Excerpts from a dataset
■ ■ ■ ■
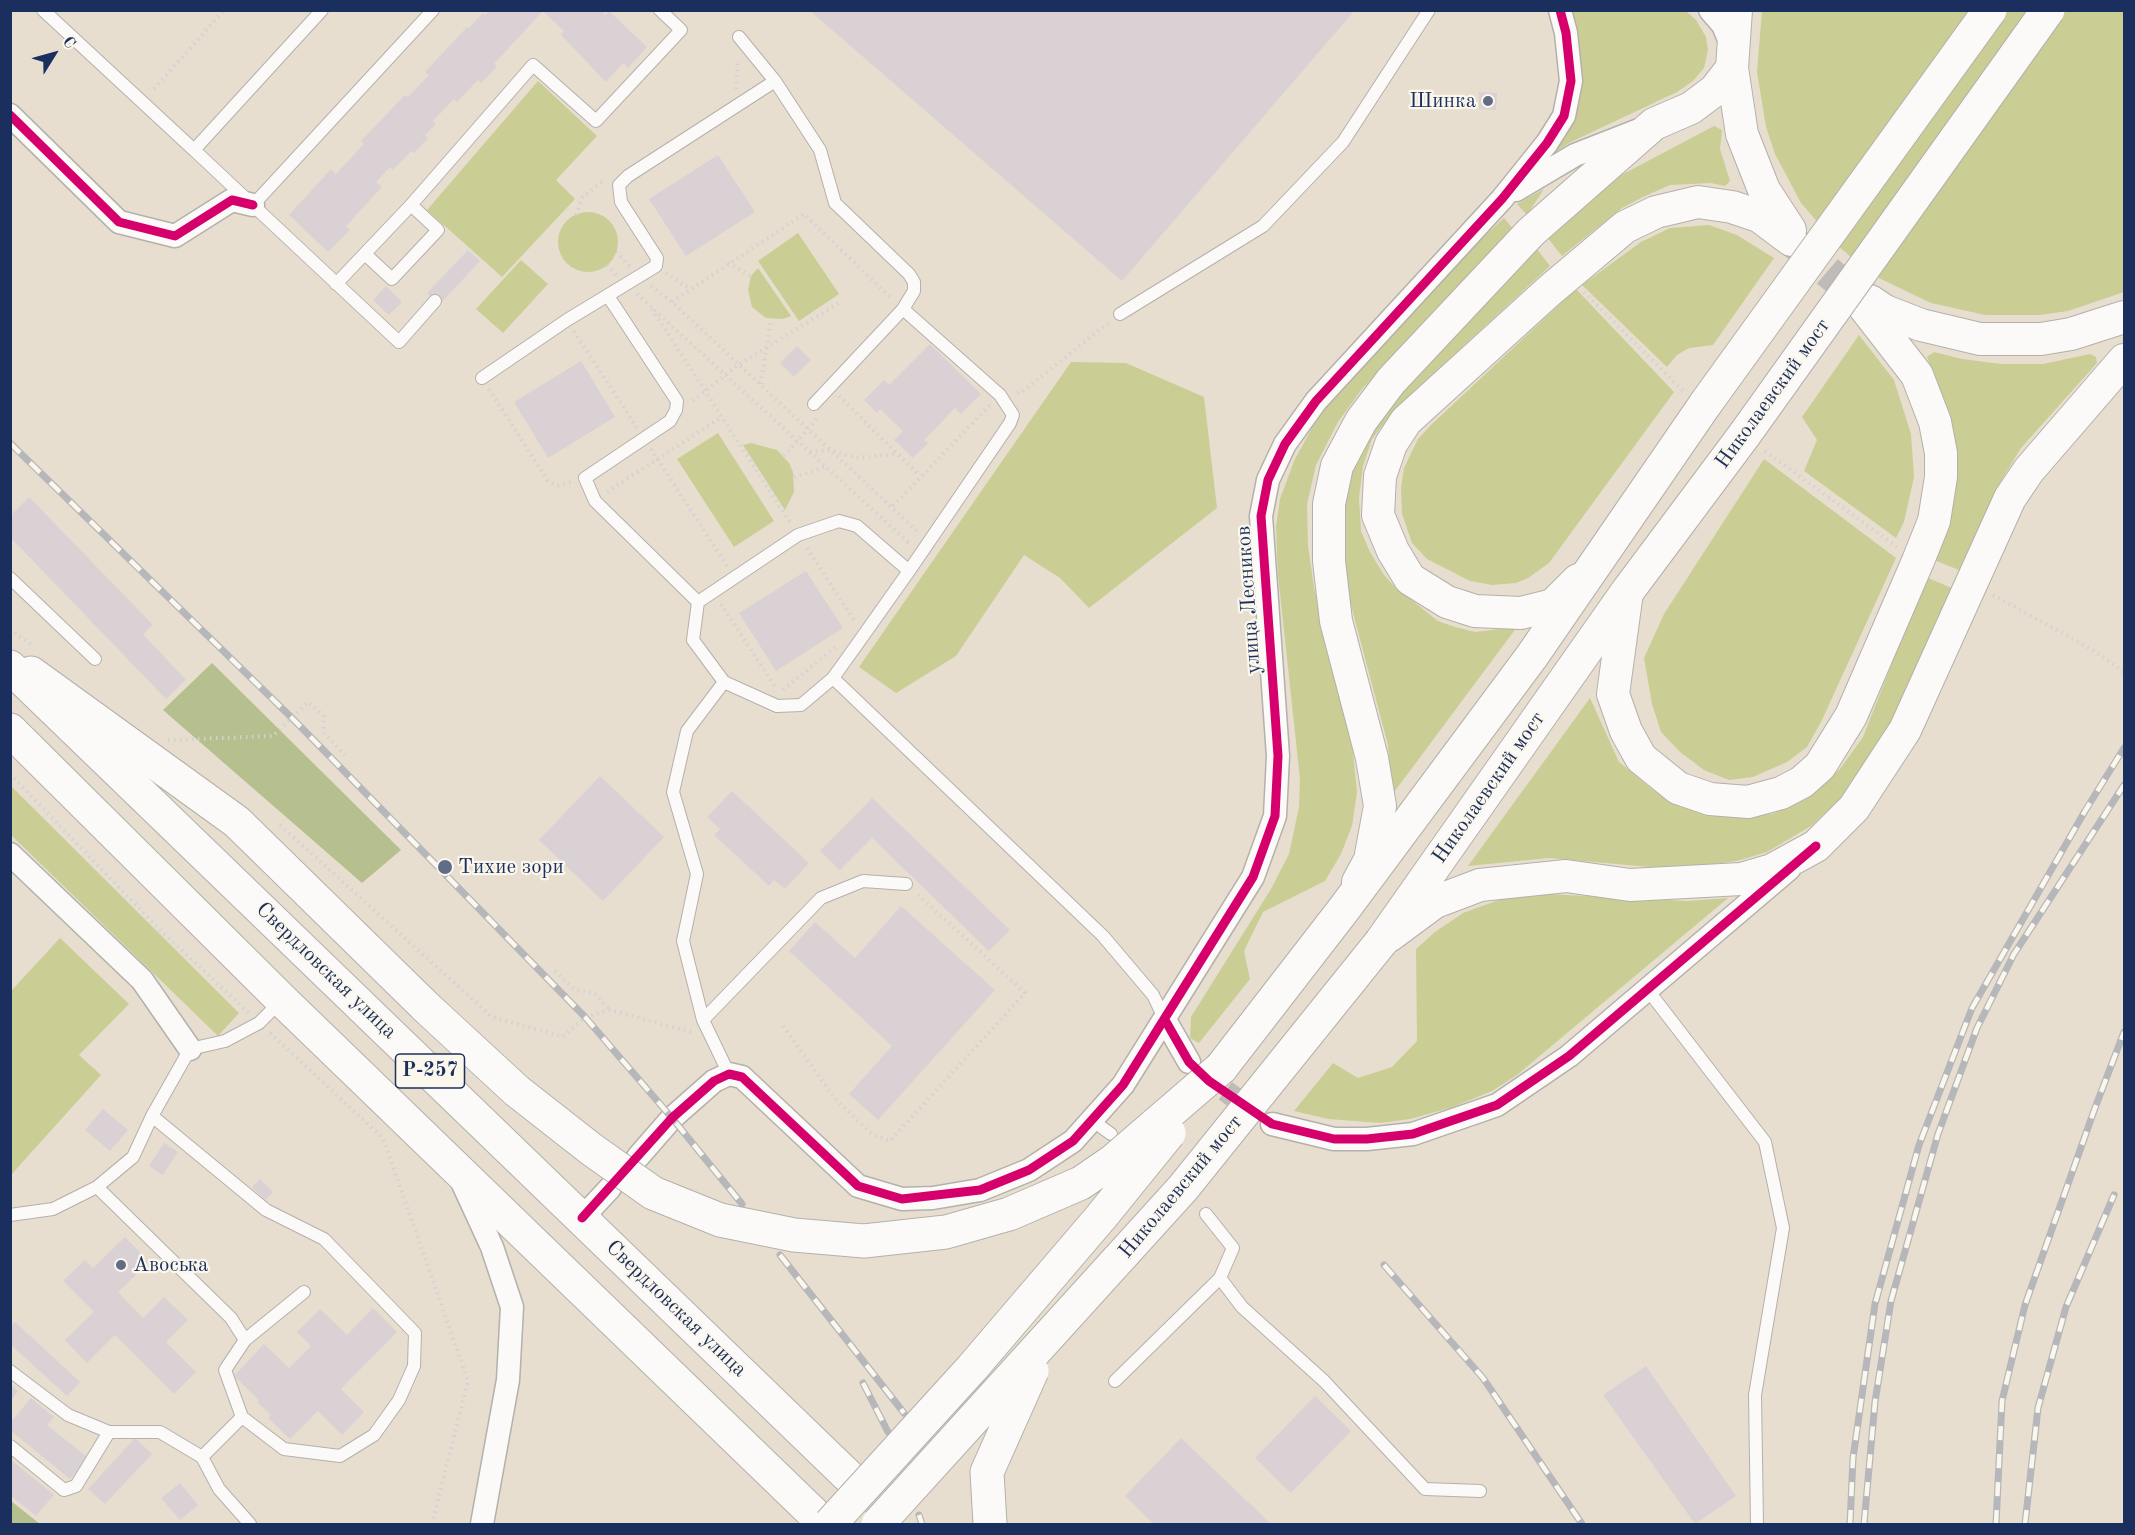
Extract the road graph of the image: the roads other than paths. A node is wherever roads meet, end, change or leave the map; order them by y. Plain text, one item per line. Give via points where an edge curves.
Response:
1 (43, 10) edge
2 (322, 10) edge
3 (433, 10) edge
4 (660, 10) edge
5 (1429, 10) edge
6 (1560, 10) edge
7 (1710, 10) edge
8 (1736, 10) edge
9 (1990, 10) edge
10 (2048, 10) edge
11 (739, 37) dead end
12 (1732, 58) junction
13 (775, 81) junction
14 (10, 115) edge
15 (1654, 124) junction
16 (194, 150) junction
17 (1502, 199) junction
18 (253, 205) junction
19 (411, 205) junction
20 (366, 254) junction
21 (336, 284) junction
22 (608, 296) junction
23 (435, 301) dead end
24 (903, 309) junction
25 (1120, 314) road end
26 (2124, 317) edge
27 (2124, 360) edge
28 (482, 378) road end
29 (814, 404) road end
30 (1594, 565) junction
31 (909, 571) junction
32 (10, 578) edge
33 (1627, 592) junction
34 (698, 602) junction
35 (20, 658) edge
36 (95, 659) dead end
37 (833, 678) junction
38 (724, 682) junction
39 (10, 730) edge
40 (1816, 846) junction
41 (10, 854) edge
42 (906, 884) road end
43 (1344, 909) junction
44 (1381, 942) junction
45 (1647, 989) junction
46 (282, 1000) junction
47 (703, 1020) junction
48 (1165, 1020) junction
49 (190, 1049) junction
50 (1189, 1062) tunnel mouth
51 (1221, 1068) junction
52 (729, 1074) junction
53 (152, 1116) junction
54 (1272, 1124) tunnel mouth
55 (638, 1157) dead end
56 (453, 1165) junction
57 (97, 1187) junction
58 (610, 1188) dead end
59 (1206, 1214) dead end
60 (10, 1215) edge
61 (582, 1218) junction
62 (1220, 1278) junction
63 (304, 1292) dead end
64 (245, 1340) junction
65 (1045, 1342) junction
66 (10, 1371) edge
67 (1115, 1381) dead end
68 (242, 1417) junction
69 (109, 1432) junction
70 (10, 1446) edge
71 (202, 1457) junction
72 (848, 1476) dead end
73 (1480, 1491) dead end
74 (815, 1520) edge
75 (250, 1524) edge
76 (482, 1524) edge
77 (878, 1524) edge
78 (990, 1524) edge
79 (1757, 1524) edge

1 - 16 lane
2 - 16 lane
3 - 18 lane
4 - 19 lane via 681,30 596,121 533,65
5 - 25 lane via 1343,142 1263,226
6 - 17 street via 1571,81 1564,116
7 - 12 street via 1723,25
8 - 12 main road
9 - 30 main road, Николаевский мост, bridge via 1694,397
10 - 33 main road, Николаевский мост, bridge via 1754,442
11 - 13 lane
12 - 15 main road via 1715,90 1691,108
12 - 30 main road via 1736,104 1751,162 1792,238 1759,216 1698,202 1656,212 1625,227 1548,291 1415,413 1390,444 1380,476 1378,515 1393,551 1410,579 1447,602 1475,611 1521,613 1553,605
13 - 22 lane via 619,185 621,202 657,258 656,266
13 - 24 lane via 820,150 835,203 914,282 914,291
14 - 18 street via 119,222 175,236 232,200
15 - 17 street via 1575,155
15 - 43 main road via 1531,232 1391,381 1361,421 1337,466 1329,504 1329,561 1336,621 1372,758 1380,806 1370,860
16 - 18 lane
17 - 48 street, улица Лесников via 1316,401 1285,444 1268,480 1260,516 1278,756 1275,816 1253,877
18 - 21 lane
19 - 20 lane
19 - 20 lane via 438,230 392,279
20 - 21 lane
21 - 23 lane via 399,342
22 - 28 lane
22 - 34 lane via 676,401 676,410 670,421 585,478 595,501
24 - 29 lane
24 - 31 lane via 1000,395 1013,415
26 - 33 main road via 2051,338 1980,339 1921,325 1867,305 1917,375 1935,422 1941,477 1934,520 1851,716 1820,766 1802,782 1781,793 1748,802 1710,799 1678,788 1641,758 1613,694
27 - 40 main road via 2028,470 2010,498 1905,730 1854,808
30 - 43 main road, Николаевский мост via 1533,656
31 - 34 lane via 857,526 839,521 798,535
31 - 37 lane via 860,632
32 - 36 lane
33 - 44 main road, Николаевский мост
34 - 38 lane via 693,640
35 - 51 main road, bridge via 237,822 517,1091 653,1193 720,1220 794,1235 864,1241 946,1232 1009,1214 1081,1183 1113,1161
35 - 61 main road, Свердловская улица / Р-257
37 - 38 lane via 801,705 786,707
37 - 48 lane via 1103,936 1153,995
38 - 47 lane via 687,731 673,792 697,874 683,941
39 - 46 main road, Р-257
40 - 44 main road via 1772,870 1741,879 1630,885 1566,876 1480,885 1435,902
40 - 45 street
41 - 49 street via 142,980
42 - 47 lane via 863,881 821,898
43 - 51 main road, Николаевский мост
44 - 65 main road, Николаевский мост, bridge via 1183,1188
45 - 54 street via 1569,1056 1506,1099 1448,1124 1413,1134 1367,1139 1334,1138
45 - 79 lane via 1765,1142 1783,1228 1755,1395
46 - 49 lane via 260,1023 225,1041
46 - 56 main road, Р-257
47 - 52 lane
48 - 50 street
48 - 52 street, улица Лесников via 1123,1085 1102,1127 1029,1170 980,1190 902,1199 858,1186 742,1077
49 - 53 lane
51 - 74 main road, Николаевский мост, bridge via 980,1359
52 - 55 street via 714,1081 672,1118
53 - 57 lane via 133,1157
53 - 68 lane via 266,1210 324,1239 415,1333 414,1366 399,1400 374,1435 340,1456 284,1449
56 - 74 main road, Р-257
56 - 76 street via 492,1247 512,1307 508,1380
57 - 60 lane via 53,1209
57 - 64 lane via 231,1317
58 - 61 street
59 - 62 lane via 1233,1248
61 - 72 main road, Свердловская улица / Р-257
62 - 67 lane
62 - 73 lane via 1242,1307 1324,1381 1425,1490
63 - 64 lane
64 - 68 lane via 225,1370
65 - 77 main road, Николаевский мост, bridge
65 - 78 main road, bridge via 987,1472
66 - 69 lane via 68,1415
68 - 71 lane
69 - 70 lane via 76,1486 64,1490
69 - 71 lane via 160,1432
71 - 75 lane via 219,1489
■ ■ ■ ■
• [Activity] Which lines in the data above contain "мост"? Show each one.

• [Reply to the exercise]
9 - 30 main road, Николаевский мост, bridge via 1694,397
10 - 33 main road, Николаевский мост, bridge via 1754,442
30 - 43 main road, Николаевский мост via 1533,656
33 - 44 main road, Николаевский мост
43 - 51 main road, Николаевский мост
44 - 65 main road, Николаевский мост, bridge via 1183,1188
51 - 74 main road, Николаевский мост, bridge via 980,1359
65 - 77 main road, Николаевский мост, bridge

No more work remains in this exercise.